Brasilia celebra 50 años de su fundación
Unas 400 mil personas se concentraron en la Explanada de los Ministerios.
Brasilia celebró hoy los 50 años de su fundación con una fiesta popular, música, deporte y hasta protestas contra la corrupción, con los monumentales palacios diseñados por el centenario arquitecto Óscar Niemeyer como telón de fondo.
Según las autoridades, unas 400 mil personas se concentraron en la Explanada de los Ministerios, neurálgica avenida que concentra todos los edificios del poder público y donde la fiesta comenzó al amanecer, con el repique al unísono de cientos de campanas.
En la mañana, la multitud presenció un desfile de personajes nacidos de la imaginación de Walt Disney, como Mickey Mouse, el Pato Donald o La Sirenita, que se unieron a la fiesta invitados por las autoridades locales.
Uno de los personajes de Disney más aplaudidos fue Zé Carioca, un papagayo nacido en los años 40, que se convirtió casi en un símbolo de Brasil y que inspiró los pesados sombreros cargados de bananas y frutas que caracterizaron a la cantante y actriz Carmen Miranda.

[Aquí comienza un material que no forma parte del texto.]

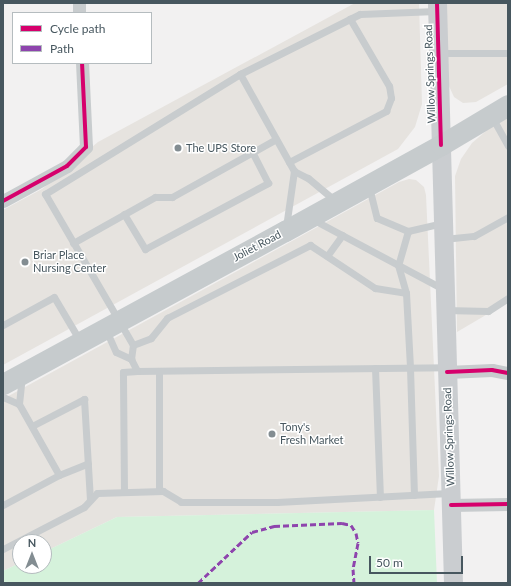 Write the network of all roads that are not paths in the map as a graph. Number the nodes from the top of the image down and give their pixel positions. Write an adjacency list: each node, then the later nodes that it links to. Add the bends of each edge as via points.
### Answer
1 (437, 7): 2 (lane, via 360,14); 3 (main road, Willow Springs Road)
2 (350, 19): 6 (lane); 12 (lane, via 389,86 391,98 386,111)
3 (438, 53): 4 (lane); 9 (main road, Willow Springs Road)
4 (508, 53)
5 (82, 64): 15 (street, via 86,147 67,166)
6 (240, 74): 8 (lane); 24 (lane, via 45,194)
7 (499, 110): 9 (main road, Joliet Road); 10 (lane)
8 (276, 139): 11 (lane); 12 (lane)
9 (441, 145): 14 (main road, Joliet Road); 22 (main road, Willow Springs Road)
10 (508, 146)
11 (252, 152): 17 (lane, via 172,197 155,197); 17 (lane, via 268,183 145,249)
12 (289, 162): 13 (lane)
13 (294, 171): 16 (lane, via 308,178); 20 (lane)
14 (368, 185): 16 (main road, Joliet Road); 21 (lane, via 377,218)
15 (3, 201)
16 (337, 202): 18 (main road, Joliet Road)
17 (124, 214): 24 (lane)
18 (309, 217): 20 (main road, Joliet Road); 23 (lane)
19 (508, 217): 22 (lane, via 474,236)
20 (285, 231): 32 (main road, Joliet Road)
21 (408, 231): 22 (lane); 26 (lane)
22 (443, 231): 27 (main road, Willow Springs Road)
23 (342, 235): 25 (lane); 26 (lane)
24 (73, 243): 32 (lane)
25 (327, 256): 28 (lane, via 375,288); 34 (lane, via 310,244 167,318 151,338)
26 (398, 265): 27 (lane); 28 (lane)
27 (445, 290): 30 (main road, Willow Springs Road)
28 (406, 293): 37 (lane)
29 (508, 298): 30 (lane, via 488,310)
30 (445, 310): 38 (main road, Willow Springs Road)
31 (3, 325): 33 (lane, via 54,297)
32 (112, 325): 33 (main road, Joliet Road); 34 (lane); 35 (lane, via 116,352)
33 (80, 342): 41 (main road, Joliet Road)
34 (132, 345): 35 (lane)
35 (131, 359): 39 (lane)
36 (375, 368): 37 (lane); 40 (lane); 52 (lane)
37 (410, 368): 38 (lane); 51 (lane)
38 (447, 370): 42 (street, via 492,370); 53 (main road, Willow Springs Road)
39 (137, 371): 40 (lane); 50 (lane, via 123,372)
40 (159, 371): 49 (lane)
41 (23, 373): 43 (main road, Joliet Road); 45 (lane)
42 (508, 373)
43 (3, 384)
44 (3, 397): 45 (lane)
45 (19, 404): 46 (lane)
46 (32, 426): 47 (lane, via 84,399); 48 (lane)
47 (88, 463): 48 (lane); 54 (lane)
48 (59, 475): 55 (lane)
49 (159, 491): 50 (lane); 52 (lane, via 180,502 277,502)
50 (124, 492): 54 (lane, via 97,493)
51 (414, 495): 52 (lane); 53 (lane)
52 (380, 497)
53 (451, 499): 56 (street); 58 (main road, Willow Springs Road)
54 (90, 500): 57 (lane, via 84,507)
55 (3, 504)
56 (508, 504)
57 (3, 549)
58 (453, 583) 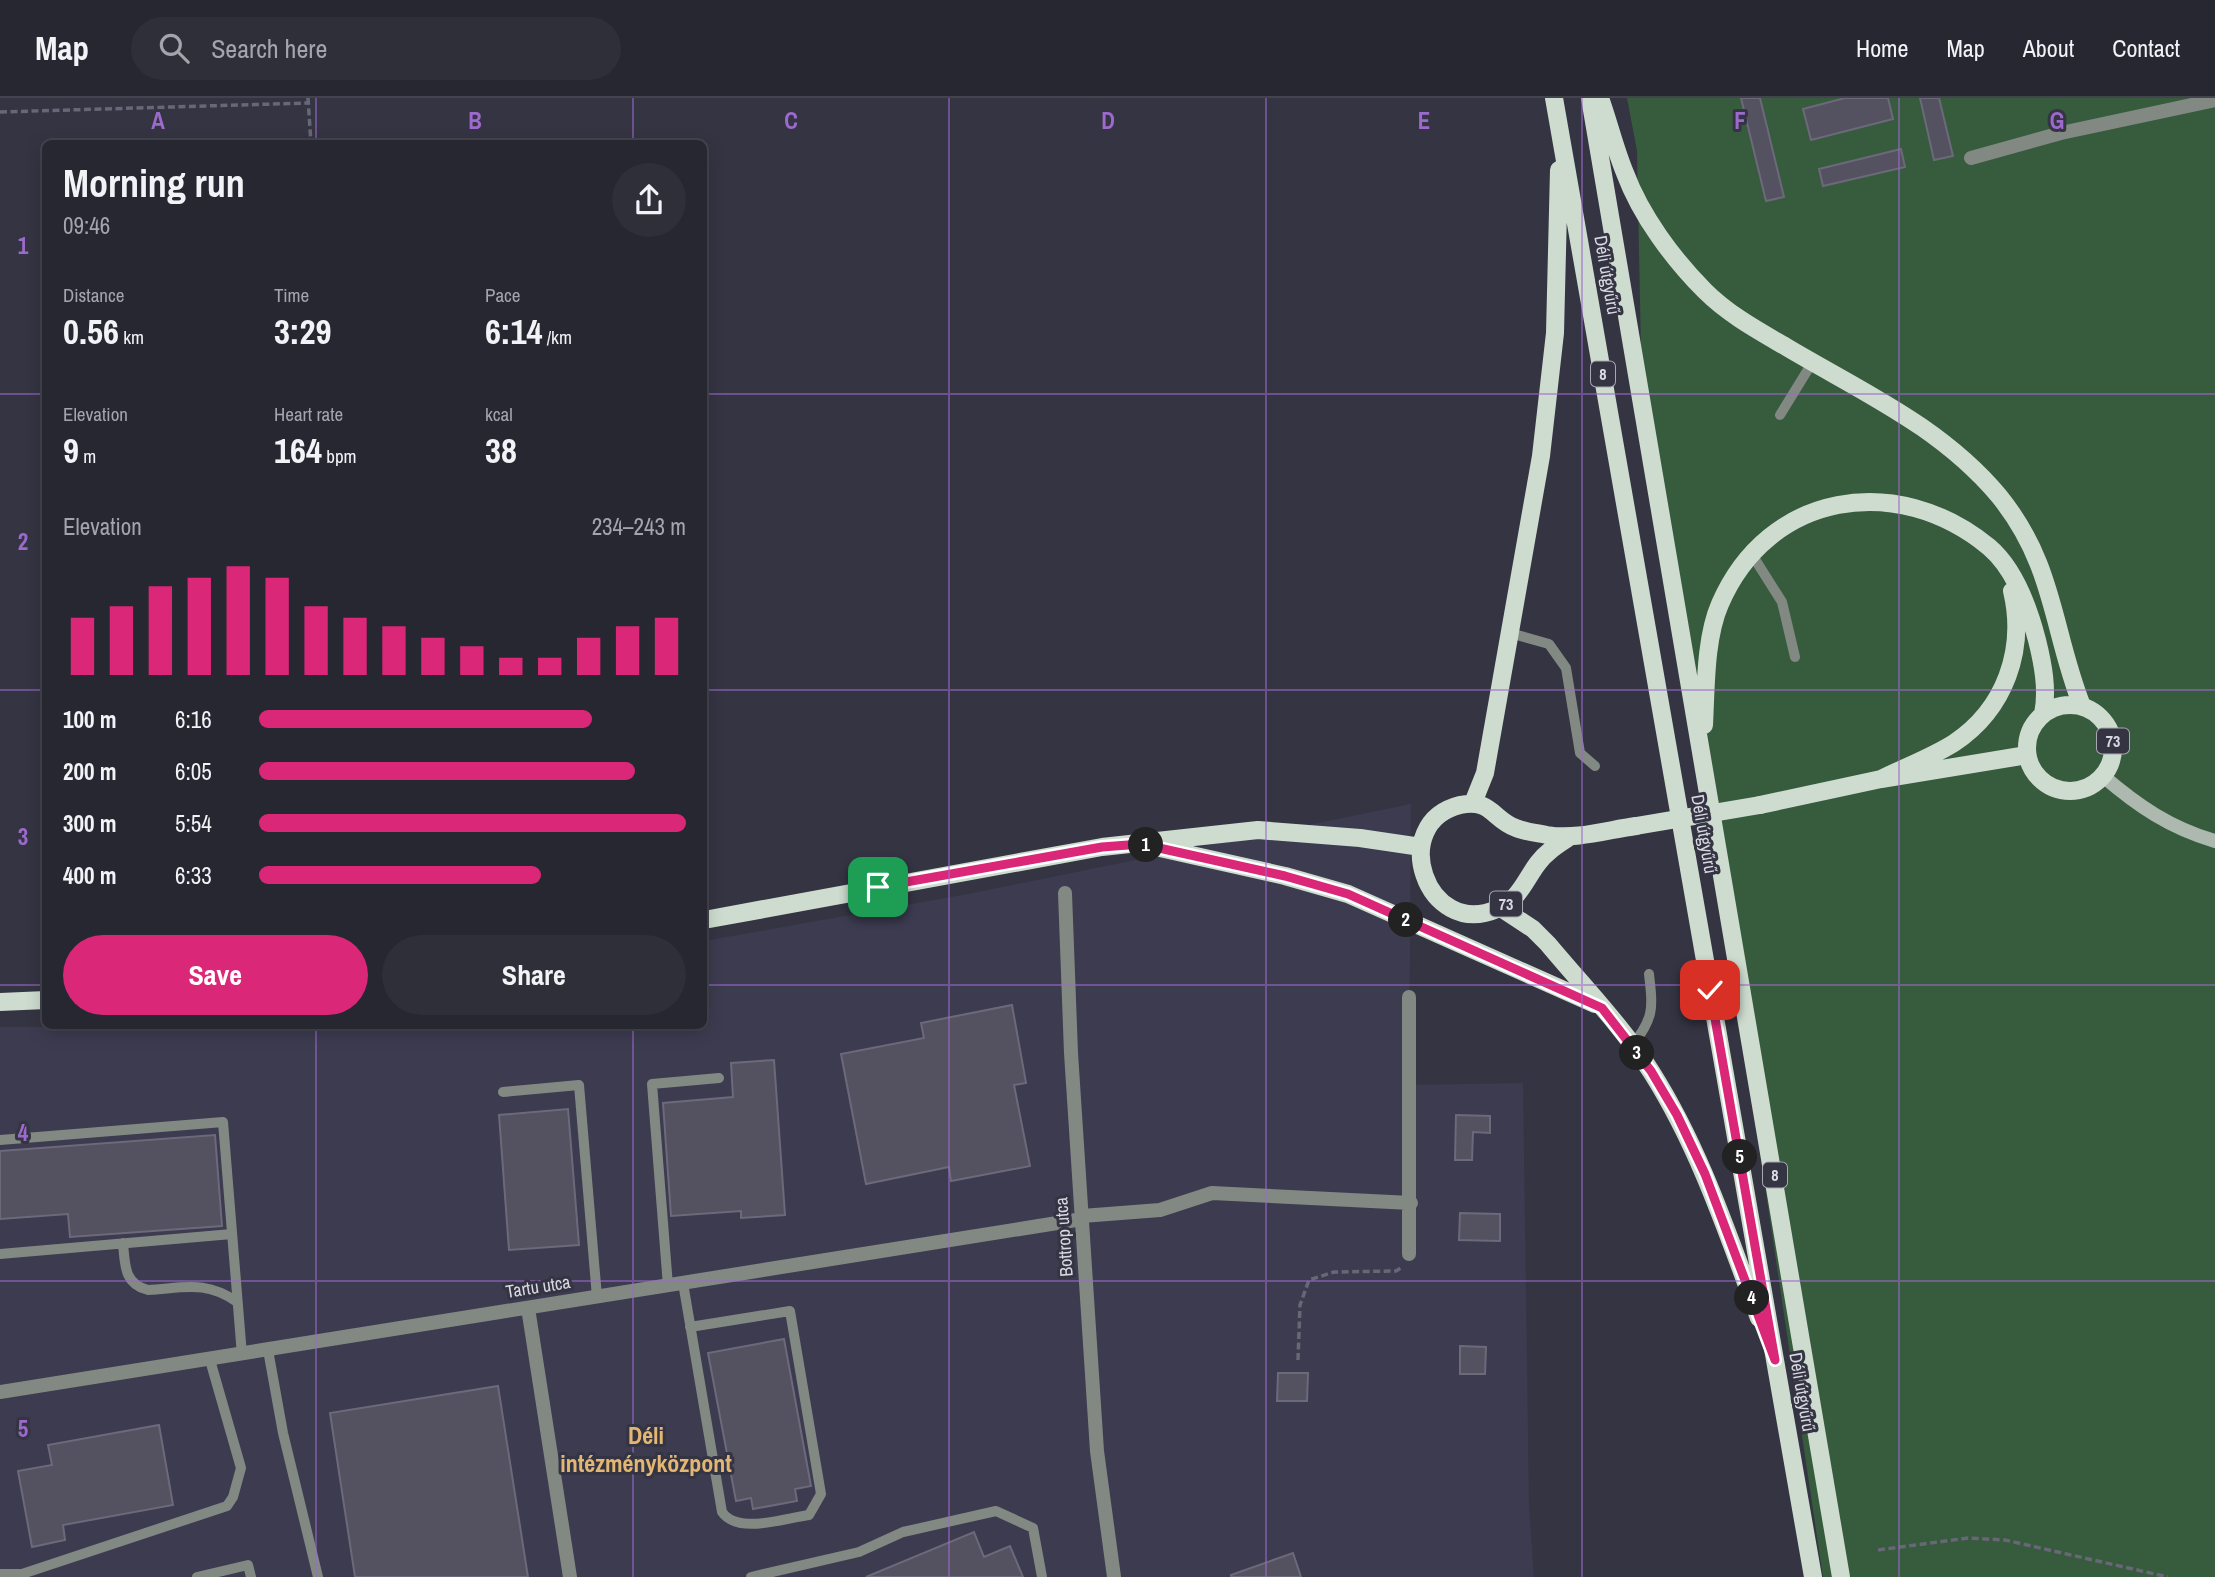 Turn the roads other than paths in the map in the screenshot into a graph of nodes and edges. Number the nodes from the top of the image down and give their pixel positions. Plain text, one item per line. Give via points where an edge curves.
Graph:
1 (1554, 98) edge
2 (1590, 98) edge
3 (1600, 98) edge
4 (2215, 100) edge
5 (1560, 128) junction
6 (1971, 158) dead end
7 (1812, 363) junction
8 (1780, 415) dead end
9 (1751, 552) junction
10 (2006, 568) junction
11 (1510, 633) junction
12 (1795, 657) dead end
13 (2082, 706) junction
14 (2043, 713) junction
15 (2027, 755) junction
16 (1595, 766) dead end
17 (1705, 770) junction
18 (2103, 776) junction
19 (1881, 779) junction
20 (1473, 803) junction
21 (1571, 836) junction
22 (2215, 841) edge
23 (1141, 844) junction
24 (1422, 847) junction
25 (1065, 894) dead end
26 (1501, 908) junction
27 (707, 919) edge
28 (1649, 974) dead end
29 (1409, 997) dead end
30 (42, 1000) edge
31 (0, 1002) edge
32 (1602, 1008) junction
33 (1632, 1046) junction
34 (719, 1078) dead end
35 (503, 1092) dead end
36 (0, 1140) edge
37 (1411, 1203) junction
38 (1082, 1218) junction
39 (232, 1234) junction
40 (123, 1243) junction
41 (0, 1254) edge
42 (1409, 1254) road end
43 (675, 1285) junction
44 (597, 1297) junction
45 (237, 1303) junction
46 (528, 1308) junction
47 (690, 1327) junction
48 (268, 1350) junction
49 (242, 1354) junction
50 (210, 1360) junction
51 (1775, 1360) junction
52 (0, 1392) edge
53 (0, 1574) edge
54 (197, 1577) edge
55 (251, 1577) edge
56 (318, 1577) edge
57 (570, 1577) edge
58 (751, 1577) edge
59 (1042, 1577) edge
60 (1114, 1577) edge
61 (1813, 1577) edge
62 (1841, 1577) edge

1 - 5 main road, Déli útgyűrű / 8
2 - 17 main road, Déli útgyűrű / 8
3 - 7 main road via 1625,175 1666,246 1716,300
4 - 6 street
5 - 11 main road via 1555,333 1541,456
5 - 51 main road, Déli útgyűrű / 8
7 - 8 lane
7 - 13 main road via 1935,433 1998,495 2042,568
9 - 10 main road via 1797,517 1829,505 1888,504 1914,509 1962,529 1991,548
9 - 12 lane via 1782,602
9 - 17 main road via 1719,605 1708,655
10 - 14 main road via 2033,624 2046,696
10 - 19 main road via 2014,601 2016,646 2000,695 1983,719 1954,743
11 - 16 lane via 1549,644 1566,668 1580,753
11 - 20 main road via 1485,773
13 - 14 main road via 2055,707
13 - 18 main road, 73 via 2109,729 2113,753
14 - 15 main road via 2029,732
15 - 18 main road, 73 via 2038,778 2059,790 2084,789
15 - 19 main road, 73
17 - 62 main road, Déli útgyűrű / 8
18 - 22 street via 2161,820
19 - 21 main road, 73, bridge via 1760,805
20 - 21 main road, 73 via 1487,807 1513,828
20 - 24 main road via 1445,811 1434,821
21 - 26 main road, 73 via 1539,861 1519,894
23 - 24 main road via 1258,830
23 - 27 main road via 1102,847
23 - 32 main road via 1348,894
24 - 26 main road, 73 via 1420,866 1425,880 1445,905 1470,912
25 - 38 street, Bottrop utca
26 - 32 main road via 1533,929
28 - 33 lane via 1653,1010 1649,1025
29 - 37 street
30 - 31 main road
32 - 33 main road
33 - 51 main road via 1677,1115 1705,1174
34 - 43 lane via 652,1084
35 - 44 lane via 579,1085
36 - 39 lane via 223,1122
37 - 38 street, Tartu utca via 1212,1193 1160,1210
37 - 42 street
38 - 43 street, Tartu utca
38 - 60 street, Bottrop utca via 1097,1451
39 - 40 lane
39 - 45 lane
40 - 41 lane
40 - 45 lane via 127,1275 139,1288 204,1286
43 - 44 street, Tartu utca
43 - 47 lane
44 - 46 street, Tartu utca
45 - 49 lane
46 - 48 street, Tartu utca
46 - 57 street
47 - 47 lane via 722,1512 728,1521 742,1525 809,1515 821,1494 790,1311
48 - 49 street, Tartu utca
48 - 56 lane
49 - 50 street, Tartu utca
50 - 52 street, Tartu utca
50 - 53 lane via 241,1468 227,1506 22,1574
51 - 61 main road, Déli útgyűrű / 8
54 - 55 lane via 248,1565
58 - 59 lane via 859,1552 903,1532 996,1511 1033,1528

"Menos mal que no lo vio Niemeyer", dijo a Efe un periodista brasileño al recordar la ideología comunista del creador de la mayoría de los monumentos de la ciudad inaugurada el 21 de abril de 1960 y levantada en lo que no era más que un olvidado y remoto cruce de caminos de tierra.
Niemeyer no asistió a la fiesta y permaneció en Río de Janeiro, pero en declaraciones a medios locales opinó sobre el desarrollo de la ciudad que ideó junto con el urbanista Lucio Costa, fallecido en 1998, para unos 600 mil habitantes y hoy tiene casi tres millones.
"Después de que se inauguró Brasilia, llegaron los hombres del dinero, del capital, y todo cambió. Llegaron la individualidad y la vanidad más detestables y los hábitos cambiaron gradualmente, para adquirir aquellos de la burguesía que reprobamos", afirmó Niemeyer.
Agregó que una de las "peores cosas" que tiene actualmente la capital brasileña "es la división intolerable entre ricos y pobres".
Además de los abismos sociales, la hasta hace medio siglo idílica ciudad ha cambiado en otros aspectos, como un tránsito por momentos infernal y otros males propios de las grandes urbes, como la falta de servicios y la inseguridad.
También, como sede del poder político brasileño, ha sido escenario de numerosos escándalos de corrupción, como el que en febrero pasado le costó el cargo al gobernador de la ciudad, José Roberto Arruda, quien llegó a ser detenido por la policía estando aún en el cargo y destituido cuando estaba en prisión.
Arruda fue liberado hace quince días por una orden judicial, en medio de protestas de diversos grupos políticos, que hoy volvieron a manifestarse contra su excarcelación durante las celebraciones.
"Brasilia, 50 años, y para celebrar soltaron a la pandilla", decía una gran pancarta exhibida por un grupo de personas en la Explanada de los Ministerios, donde la única autoridad presente fue el nuevo gobernador, Rogerio Rosso.
El jefe de Estado brasileño, Luiz Inácio Lula da Silva, no participó en los festejos y pasó la jornada en el Palacio de la Alvorada, residencia oficial de la Presidencia en Brasilia, también diseñado por Niemeyer.
Lula no hizo pronunciamientos públicos, pero opinó sobre el aniversario de la ciudad en una entrevista que concedió al diario Correio Braziliense, decano de la prensa de la nueva capital y que también cumplió hoy 50 años.
"Es una ciudad extraordinaria" y "su significado como capital no puede ser confundido con los administradores que han cometido unas cosas absurdas", declaró.
El mandatario apuntó que "por un lado, Brasilia debe estar de luto, porque han ocurrido barbaridades, pero al mismo tiempo tiene que celebrar con orgullo".
La fiesta en la Explanada de los Ministerios incluyó también una actuación de aviones acrobáticos militares y un insólito campeonato de voleibol de playa, en una ciudad situada a unos 1.200 kilómetros del mar.
Las celebraciones continuarán hasta entrada la noche, cuando está previsto un concierto de cantantes populares encabezado por Daniela Mercury y Milton Nascimento, quien ya ha adelantado que interpretará "Peixe vivo", la canción favorita de Juscelino Kubitschek, quien como presidente de Brasil se empeñó en la construcción de la nueva capital.